• About this exercise
Leave out the images and output the records word for word.

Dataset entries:
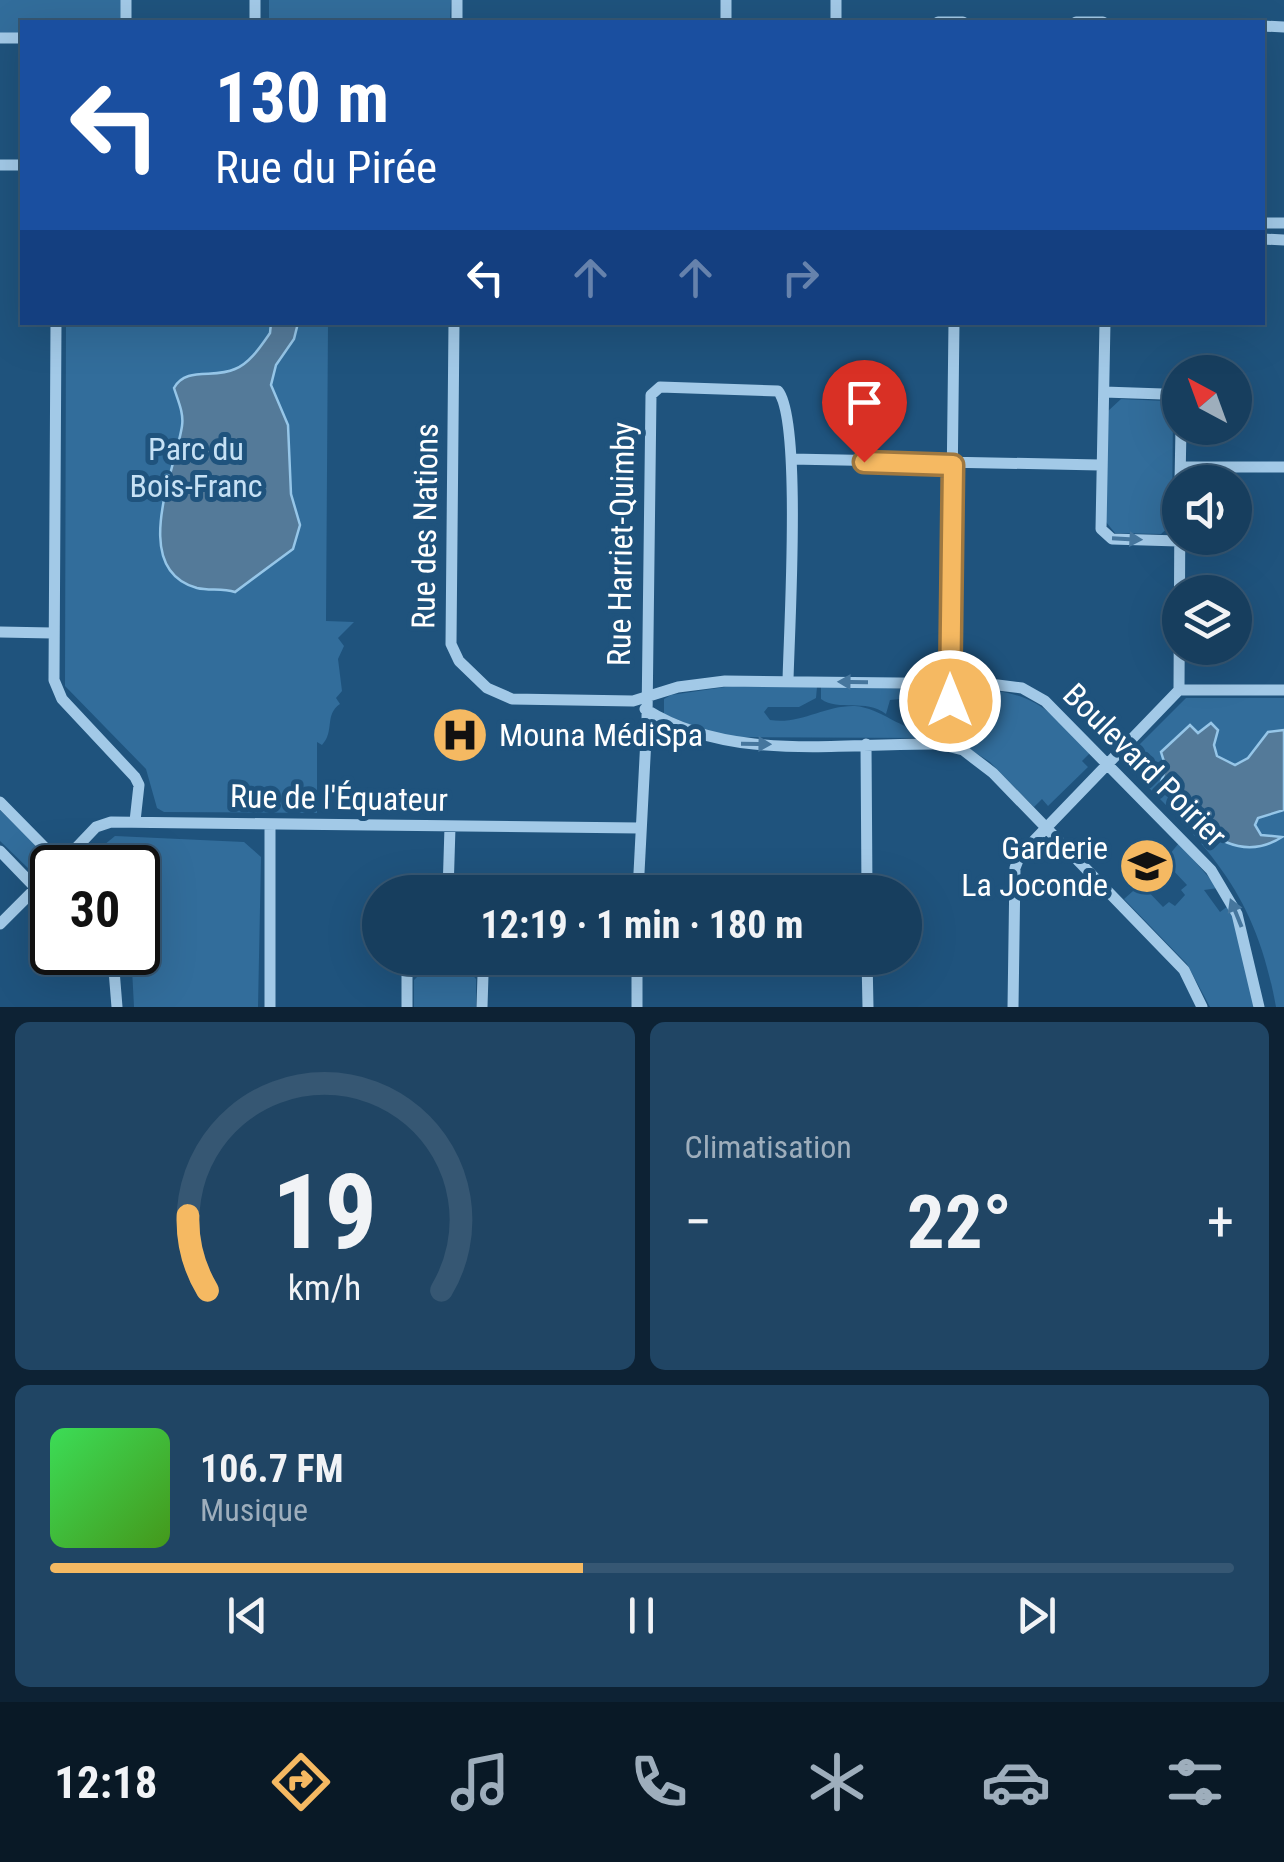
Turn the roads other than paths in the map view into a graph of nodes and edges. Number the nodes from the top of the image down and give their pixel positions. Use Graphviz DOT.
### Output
graph roads {
  1 [pos="56,325"];
  2 [pos="454,325"];
  3 [pos="954,325"];
  4 [pos="1105,325"];
  5 [pos="1104,392"];
  6 [pos="1162,394"];
  7 [pos="791,459"];
  8 [pos="953,465"];
  9 [pos="1100,465"];
  10 [pos="1252,467"];
  11 [pos="1284,467"];
  12 [pos="1162,540"];
  13 [pos="1178,555"];
  14 [pos="0,632"];
  15 [pos="52,633"];
  16 [pos="788,681"];
  17 [pos="950,683"];
  18 [pos="1179,690"];
  19 [pos="1284,690"];
  20 [pos="633,701"];
  21 [pos="647,703"];
  22 [pos="866,744"];
  23 [pos="949,745"];
  24 [pos="1108,764"];
  25 [pos="0,802"];
  26 [pos="135,821"];
  27 [pos="270,826"];
  28 [pos="450,827"];
  29 [pos="639,828"];
  30 [pos="1047,828"];
  31 [pos="37,845"];
  32 [pos="79,845"];
  33 [pos="0,851"];
  34 [pos="449,875"];
  35 [pos="638,875"];
  36 [pos="867,875"];
  37 [pos="30,882"];
  38 [pos="30,894"];
  39 [pos="0,924"];
  40 [pos="114,975"];
  41 [pos="408,975"];
  42 [pos="483,975"];
  43 [pos="637,975"];
  44 [pos="867,975"];
  45 [pos="117,1007"];
  46 [pos="270,1007"];
  47 [pos="407,1007"];
  48 [pos="482,1007"];
  49 [pos="636,1007"];
  50 [pos="868,1007"];
  51 [pos="1014,1007"];
  52 [pos="1202,1007"];
  53 [pos="1259,1007"];
  1 -- 15 [label="street"];
  2 -- 20 [label="street, Rue des Nations"];
  3 -- 8 [label="street"];
  4 -- 5 [label="street"];
  5 -- 6 [label="street"];
  5 -- 9 [label="street"];
  7 -- 8 [label="street"];
  7 -- 16 [label="street, Rue Harriet-Quimby"];
  7 -- 21 [label="street, Rue Harriet-Quimby"];
  8 -- 9 [label="street"];
  8 -- 17 [label="street"];
  9 -- 12 [label="street, one-way"];
  10 -- 11 [label="street"];
  13 -- 18 [label="street"];
  14 -- 15 [label="street"];
  15 -- 26 [label="street"];
  17 -- 16 [label="street, Boulevard Poirier, one-way"];
  16 -- 21 [label="street, Boulevard Poirier"];
  17 -- 23 [label="street"];
  17 -- 24 [label="street, Boulevard Poirier"];
  18 -- 19 [label="street"];
  18 -- 24 [label="street"];
  20 -- 21 [label="street, Boulevard Poirier"];
  21 -- 22 [label="street, one-way"];
  21 -- 29 [label="street"];
  22 -- 23 [label="street"];
  22 -- 36 [label="street"];
  23 -- 30 [label="street"];
  24 -- 30 [label="street"];
  53 -- 24 [label="street, Boulevard Poirier, one-way"];
  25 -- 31 [label="street"];
  26 -- 27 [label="street, Rue de l'Équateur"];
  26 -- 32 [label="street, Rue de l'Équateur"];
  27 -- 28 [label="street, Rue de l'Équateur"];
  27 -- 46 [label="street"];
  28 -- 29 [label="street, Rue de l'Équateur"];
  28 -- 34 [label="street"];
  29 -- 35 [label="street"];
  30 -- 51 [label="street"];
  30 -- 52 [label="street"];
  33 -- 37 [label="street"];
  38 -- 39 [label="street, Rue de l'Équateur"];
  40 -- 45 [label="street"];
  41 -- 47 [label="street"];
  42 -- 48 [label="street"];
  43 -- 49 [label="street"];
  44 -- 50 [label="street"];
}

• Task solution
Turn the roads other than paths in the map view into a graph of nodes and edges. Number the nodes from the top of the image down and give their pixel positions. Use Graphviz DOT.
### Output
graph roads {
  1 [pos="56,325"];
  2 [pos="454,325"];
  3 [pos="954,325"];
  4 [pos="1105,325"];
  5 [pos="1104,392"];
  6 [pos="1162,394"];
  7 [pos="791,459"];
  8 [pos="953,465"];
  9 [pos="1100,465"];
  10 [pos="1252,467"];
  11 [pos="1284,467"];
  12 [pos="1162,540"];
  13 [pos="1178,555"];
  14 [pos="0,632"];
  15 [pos="52,633"];
  16 [pos="788,681"];
  17 [pos="950,683"];
  18 [pos="1179,690"];
  19 [pos="1284,690"];
  20 [pos="633,701"];
  21 [pos="647,703"];
  22 [pos="866,744"];
  23 [pos="949,745"];
  24 [pos="1108,764"];
  25 [pos="0,802"];
  26 [pos="135,821"];
  27 [pos="270,826"];
  28 [pos="450,827"];
  29 [pos="639,828"];
  30 [pos="1047,828"];
  31 [pos="37,845"];
  32 [pos="79,845"];
  33 [pos="0,851"];
  34 [pos="449,875"];
  35 [pos="638,875"];
  36 [pos="867,875"];
  37 [pos="30,882"];
  38 [pos="30,894"];
  39 [pos="0,924"];
  40 [pos="114,975"];
  41 [pos="408,975"];
  42 [pos="483,975"];
  43 [pos="637,975"];
  44 [pos="867,975"];
  45 [pos="117,1007"];
  46 [pos="270,1007"];
  47 [pos="407,1007"];
  48 [pos="482,1007"];
  49 [pos="636,1007"];
  50 [pos="868,1007"];
  51 [pos="1014,1007"];
  52 [pos="1202,1007"];
  53 [pos="1259,1007"];
  1 -- 15 [label="street"];
  2 -- 20 [label="street, Rue des Nations"];
  3 -- 8 [label="street"];
  4 -- 5 [label="street"];
  5 -- 6 [label="street"];
  5 -- 9 [label="street"];
  7 -- 8 [label="street"];
  7 -- 16 [label="street, Rue Harriet-Quimby"];
  7 -- 21 [label="street, Rue Harriet-Quimby"];
  8 -- 9 [label="street"];
  8 -- 17 [label="street"];
  9 -- 12 [label="street, one-way"];
  10 -- 11 [label="street"];
  13 -- 18 [label="street"];
  14 -- 15 [label="street"];
  15 -- 26 [label="street"];
  17 -- 16 [label="street, Boulevard Poirier, one-way"];
  16 -- 21 [label="street, Boulevard Poirier"];
  17 -- 23 [label="street"];
  17 -- 24 [label="street, Boulevard Poirier"];
  18 -- 19 [label="street"];
  18 -- 24 [label="street"];
  20 -- 21 [label="street, Boulevard Poirier"];
  21 -- 22 [label="street, one-way"];
  21 -- 29 [label="street"];
  22 -- 23 [label="street"];
  22 -- 36 [label="street"];
  23 -- 30 [label="street"];
  24 -- 30 [label="street"];
  53 -- 24 [label="street, Boulevard Poirier, one-way"];
  25 -- 31 [label="street"];
  26 -- 27 [label="street, Rue de l'Équateur"];
  26 -- 32 [label="street, Rue de l'Équateur"];
  27 -- 28 [label="street, Rue de l'Équateur"];
  27 -- 46 [label="street"];
  28 -- 29 [label="street, Rue de l'Équateur"];
  28 -- 34 [label="street"];
  29 -- 35 [label="street"];
  30 -- 51 [label="street"];
  30 -- 52 [label="street"];
  33 -- 37 [label="street"];
  38 -- 39 [label="street, Rue de l'Équateur"];
  40 -- 45 [label="street"];
  41 -- 47 [label="street"];
  42 -- 48 [label="street"];
  43 -- 49 [label="street"];
  44 -- 50 [label="street"];
}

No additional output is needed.